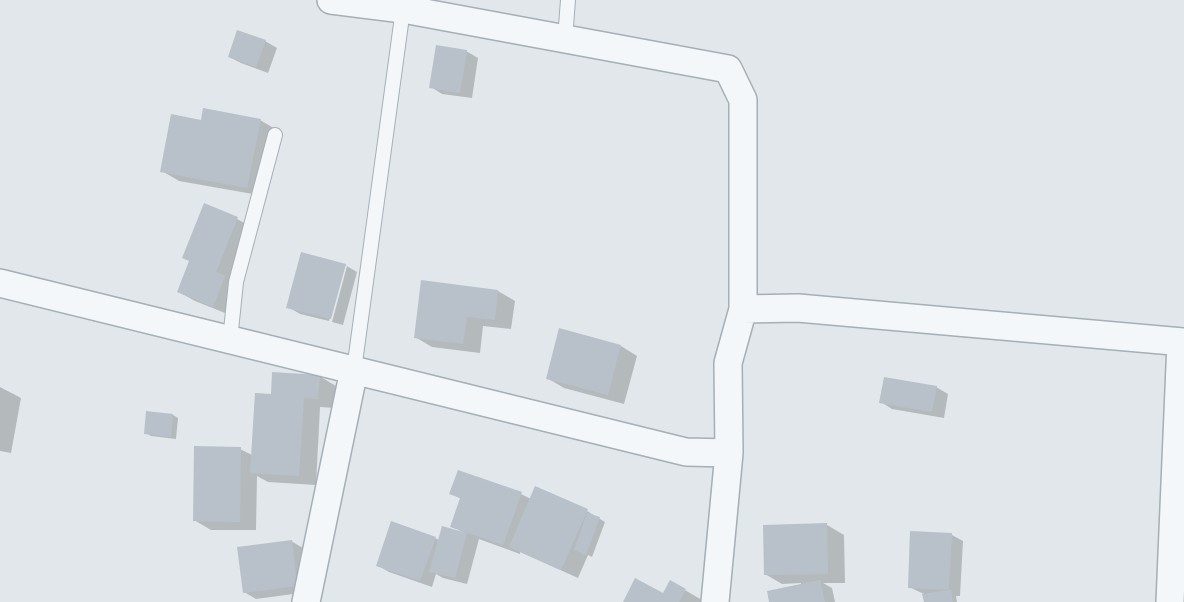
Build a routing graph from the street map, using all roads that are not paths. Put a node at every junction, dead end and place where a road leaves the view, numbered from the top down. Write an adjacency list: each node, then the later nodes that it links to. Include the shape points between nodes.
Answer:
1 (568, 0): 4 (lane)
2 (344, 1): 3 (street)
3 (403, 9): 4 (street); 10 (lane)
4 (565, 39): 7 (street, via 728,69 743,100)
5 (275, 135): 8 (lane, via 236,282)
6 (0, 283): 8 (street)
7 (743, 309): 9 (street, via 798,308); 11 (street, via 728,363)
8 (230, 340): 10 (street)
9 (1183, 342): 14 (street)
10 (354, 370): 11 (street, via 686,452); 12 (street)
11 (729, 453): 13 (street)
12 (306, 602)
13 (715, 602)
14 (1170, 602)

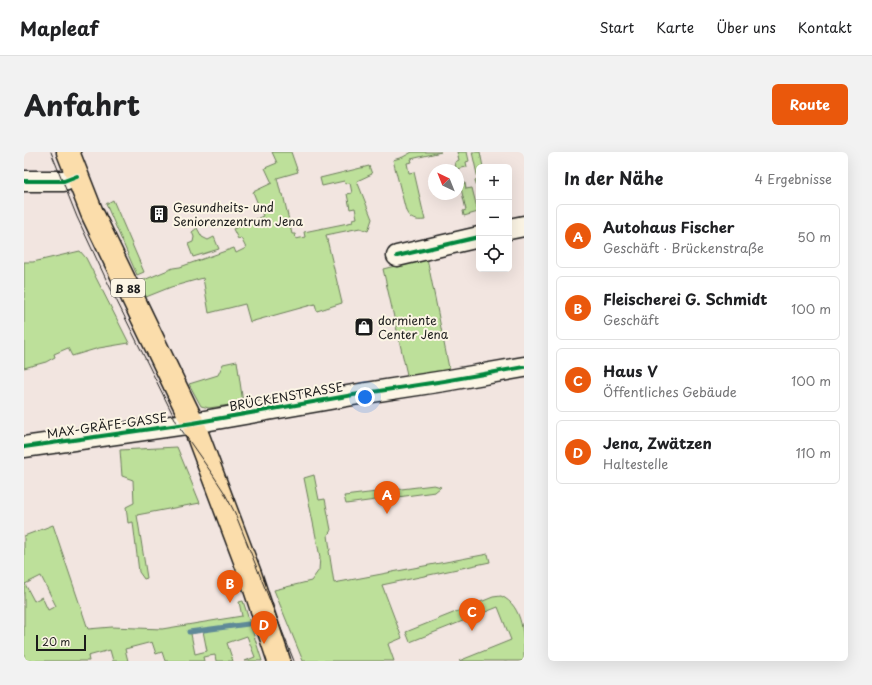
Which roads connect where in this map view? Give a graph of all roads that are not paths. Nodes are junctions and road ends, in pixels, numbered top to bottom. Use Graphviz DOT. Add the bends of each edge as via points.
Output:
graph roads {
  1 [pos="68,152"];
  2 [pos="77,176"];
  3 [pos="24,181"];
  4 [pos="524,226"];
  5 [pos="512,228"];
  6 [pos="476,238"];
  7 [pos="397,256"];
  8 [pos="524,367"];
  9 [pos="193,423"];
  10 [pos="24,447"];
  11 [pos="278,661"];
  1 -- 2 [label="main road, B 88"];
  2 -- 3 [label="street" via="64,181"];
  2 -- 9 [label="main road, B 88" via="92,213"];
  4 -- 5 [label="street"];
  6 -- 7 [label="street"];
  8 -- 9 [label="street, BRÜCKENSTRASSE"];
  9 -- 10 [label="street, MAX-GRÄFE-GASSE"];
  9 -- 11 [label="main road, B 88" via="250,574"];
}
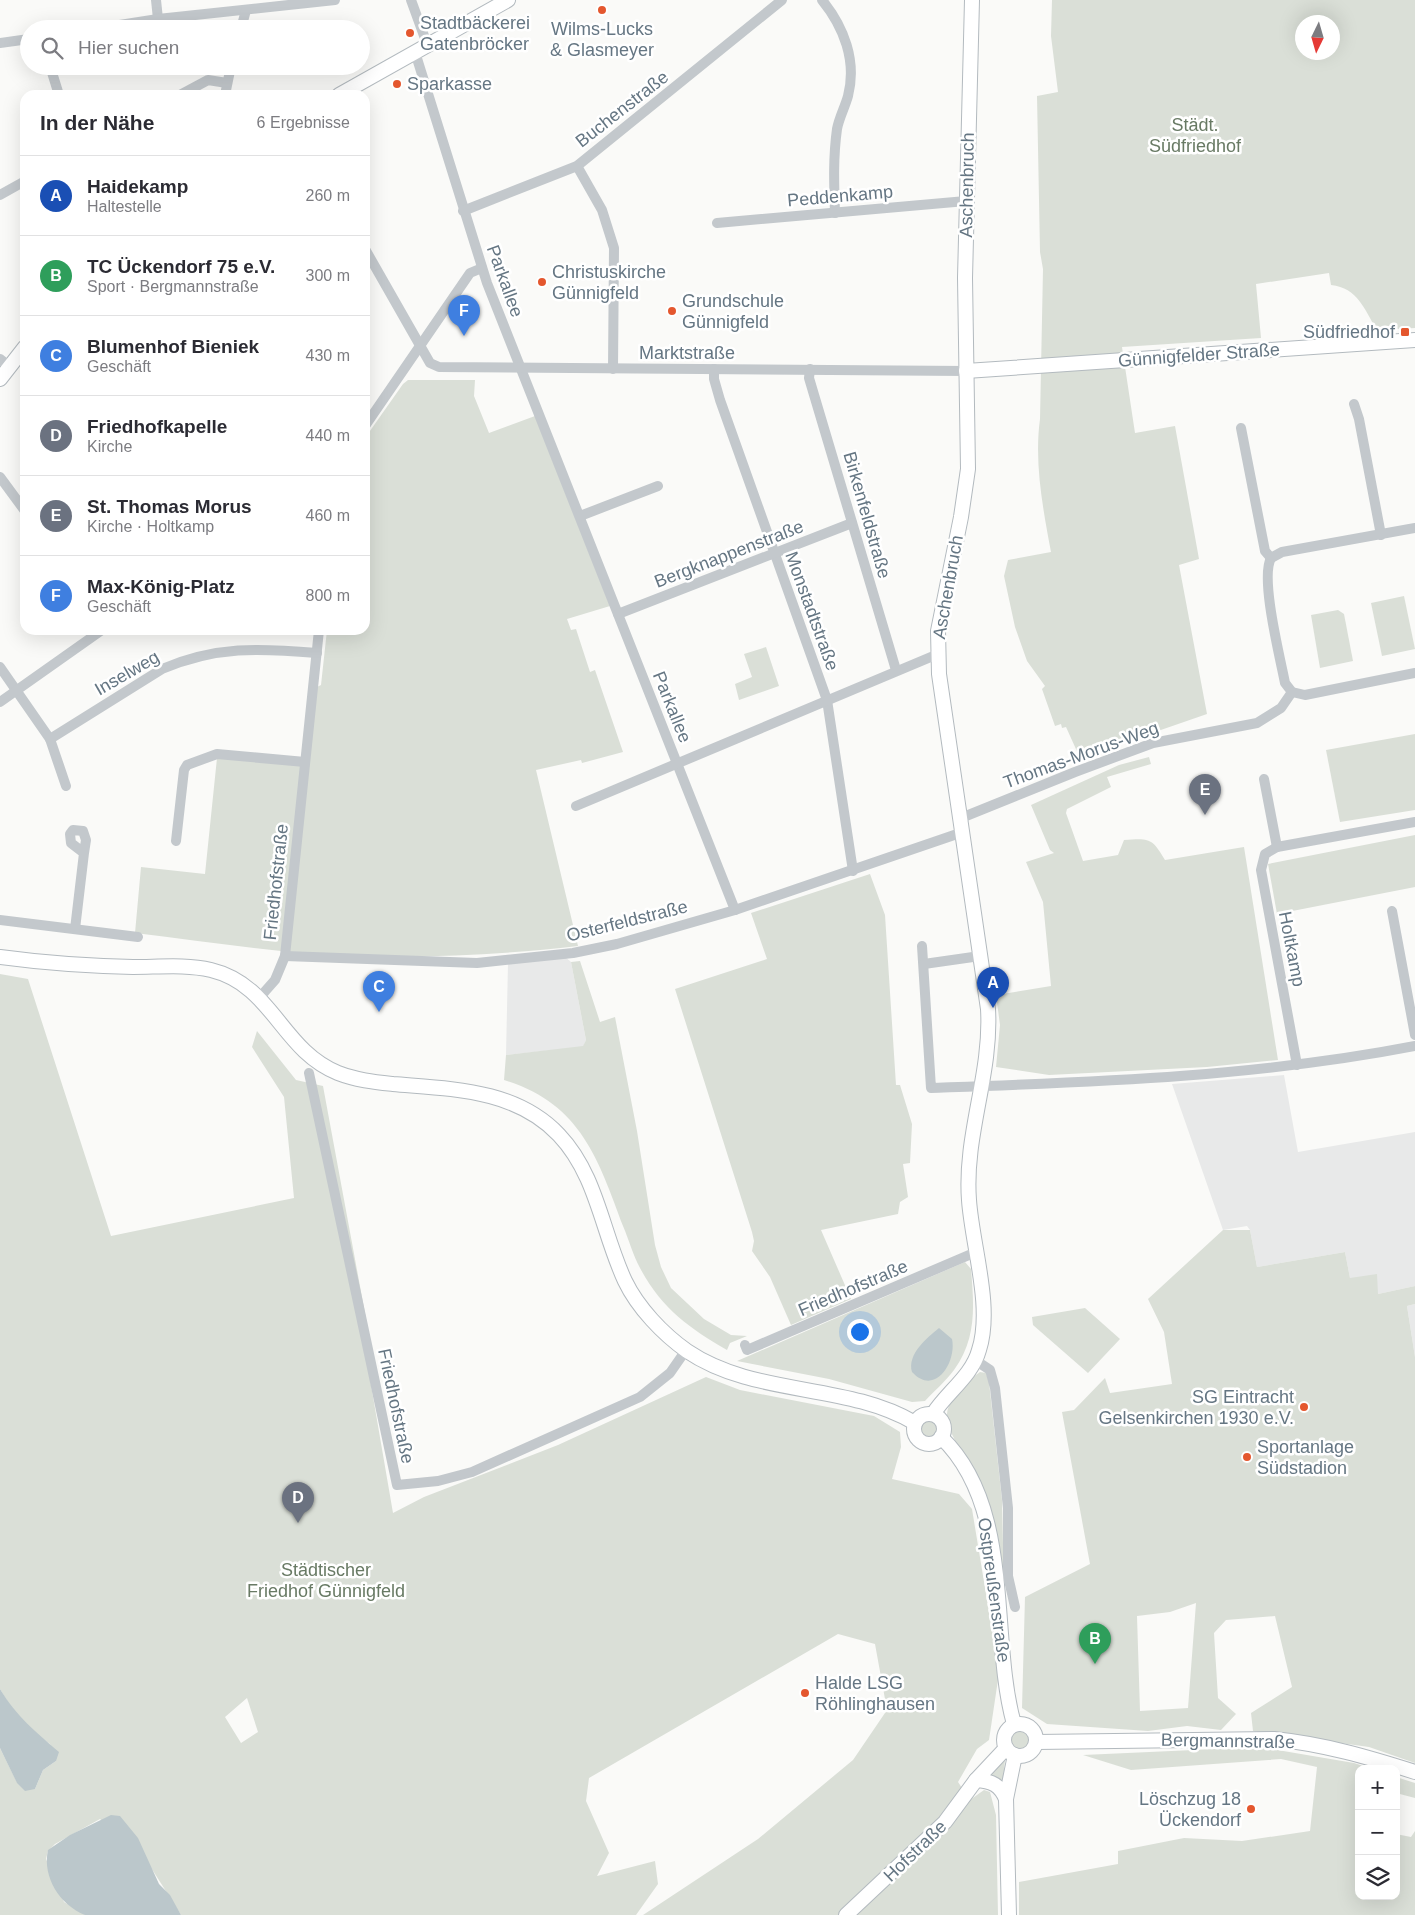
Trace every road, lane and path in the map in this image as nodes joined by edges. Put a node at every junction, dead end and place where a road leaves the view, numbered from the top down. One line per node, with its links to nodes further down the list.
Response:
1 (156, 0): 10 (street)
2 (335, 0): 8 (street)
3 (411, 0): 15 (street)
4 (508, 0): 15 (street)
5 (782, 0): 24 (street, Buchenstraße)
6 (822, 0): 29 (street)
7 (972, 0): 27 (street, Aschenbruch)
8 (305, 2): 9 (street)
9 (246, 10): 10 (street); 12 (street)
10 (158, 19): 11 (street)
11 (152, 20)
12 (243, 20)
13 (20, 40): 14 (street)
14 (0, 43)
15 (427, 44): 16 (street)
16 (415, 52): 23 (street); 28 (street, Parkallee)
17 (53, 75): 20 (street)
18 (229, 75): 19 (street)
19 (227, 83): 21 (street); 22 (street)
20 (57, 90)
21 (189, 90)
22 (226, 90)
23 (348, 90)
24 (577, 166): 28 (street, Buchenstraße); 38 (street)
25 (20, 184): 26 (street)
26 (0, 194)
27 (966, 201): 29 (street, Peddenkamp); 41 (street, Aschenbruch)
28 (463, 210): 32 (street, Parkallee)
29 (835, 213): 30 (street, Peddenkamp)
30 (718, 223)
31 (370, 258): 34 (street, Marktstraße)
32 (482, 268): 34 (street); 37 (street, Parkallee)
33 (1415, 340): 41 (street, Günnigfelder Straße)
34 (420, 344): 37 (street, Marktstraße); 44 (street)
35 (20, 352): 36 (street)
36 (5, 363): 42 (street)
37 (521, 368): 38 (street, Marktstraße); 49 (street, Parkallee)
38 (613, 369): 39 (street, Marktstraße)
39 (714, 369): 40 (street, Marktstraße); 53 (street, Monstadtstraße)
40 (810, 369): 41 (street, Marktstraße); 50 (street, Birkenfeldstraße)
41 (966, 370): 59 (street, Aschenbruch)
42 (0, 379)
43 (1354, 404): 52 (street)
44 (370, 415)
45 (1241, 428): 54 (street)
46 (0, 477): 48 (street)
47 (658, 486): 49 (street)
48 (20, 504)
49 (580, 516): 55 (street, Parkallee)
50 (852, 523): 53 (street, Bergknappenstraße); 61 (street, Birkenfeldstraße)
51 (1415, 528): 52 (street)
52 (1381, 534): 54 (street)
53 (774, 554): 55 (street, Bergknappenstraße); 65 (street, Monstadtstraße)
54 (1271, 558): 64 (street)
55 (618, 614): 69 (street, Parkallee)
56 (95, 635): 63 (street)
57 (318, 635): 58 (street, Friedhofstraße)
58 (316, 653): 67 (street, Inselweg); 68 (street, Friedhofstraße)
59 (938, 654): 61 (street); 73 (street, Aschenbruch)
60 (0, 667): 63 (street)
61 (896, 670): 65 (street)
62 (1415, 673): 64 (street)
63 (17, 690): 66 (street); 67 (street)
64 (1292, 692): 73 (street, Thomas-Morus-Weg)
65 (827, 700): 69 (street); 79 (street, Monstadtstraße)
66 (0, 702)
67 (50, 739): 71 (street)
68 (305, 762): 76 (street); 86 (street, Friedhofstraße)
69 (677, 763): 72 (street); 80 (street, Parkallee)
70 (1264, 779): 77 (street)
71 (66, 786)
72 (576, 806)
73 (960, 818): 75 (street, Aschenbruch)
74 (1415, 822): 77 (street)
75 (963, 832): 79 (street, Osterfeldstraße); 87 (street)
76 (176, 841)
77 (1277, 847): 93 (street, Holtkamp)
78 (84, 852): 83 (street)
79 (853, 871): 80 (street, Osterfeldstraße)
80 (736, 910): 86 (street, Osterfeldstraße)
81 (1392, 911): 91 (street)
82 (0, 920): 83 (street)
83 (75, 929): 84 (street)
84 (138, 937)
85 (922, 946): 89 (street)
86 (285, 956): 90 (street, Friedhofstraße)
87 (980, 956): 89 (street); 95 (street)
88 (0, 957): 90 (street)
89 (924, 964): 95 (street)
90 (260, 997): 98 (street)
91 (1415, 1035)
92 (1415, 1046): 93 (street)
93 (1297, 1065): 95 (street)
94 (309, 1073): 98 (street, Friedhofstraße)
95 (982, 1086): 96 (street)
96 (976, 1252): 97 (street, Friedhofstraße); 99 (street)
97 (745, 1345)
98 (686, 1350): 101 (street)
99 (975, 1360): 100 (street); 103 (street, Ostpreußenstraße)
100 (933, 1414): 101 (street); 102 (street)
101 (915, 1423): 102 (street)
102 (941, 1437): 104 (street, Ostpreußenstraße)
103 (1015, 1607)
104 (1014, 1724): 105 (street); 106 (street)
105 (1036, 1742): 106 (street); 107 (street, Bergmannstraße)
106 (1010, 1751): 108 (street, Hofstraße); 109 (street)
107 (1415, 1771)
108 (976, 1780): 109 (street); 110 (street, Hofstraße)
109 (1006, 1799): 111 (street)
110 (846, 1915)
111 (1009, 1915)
========================================================================
Required action
Where a line in the entries holds the word "Birkenfeldstraße", copy that line.

Finished task
40 (810, 369): 41 (street, Marktstraße); 50 (street, Birkenfeldstraße)
50 (852, 523): 53 (street, Bergknappenstraße); 61 (street, Birkenfeldstraße)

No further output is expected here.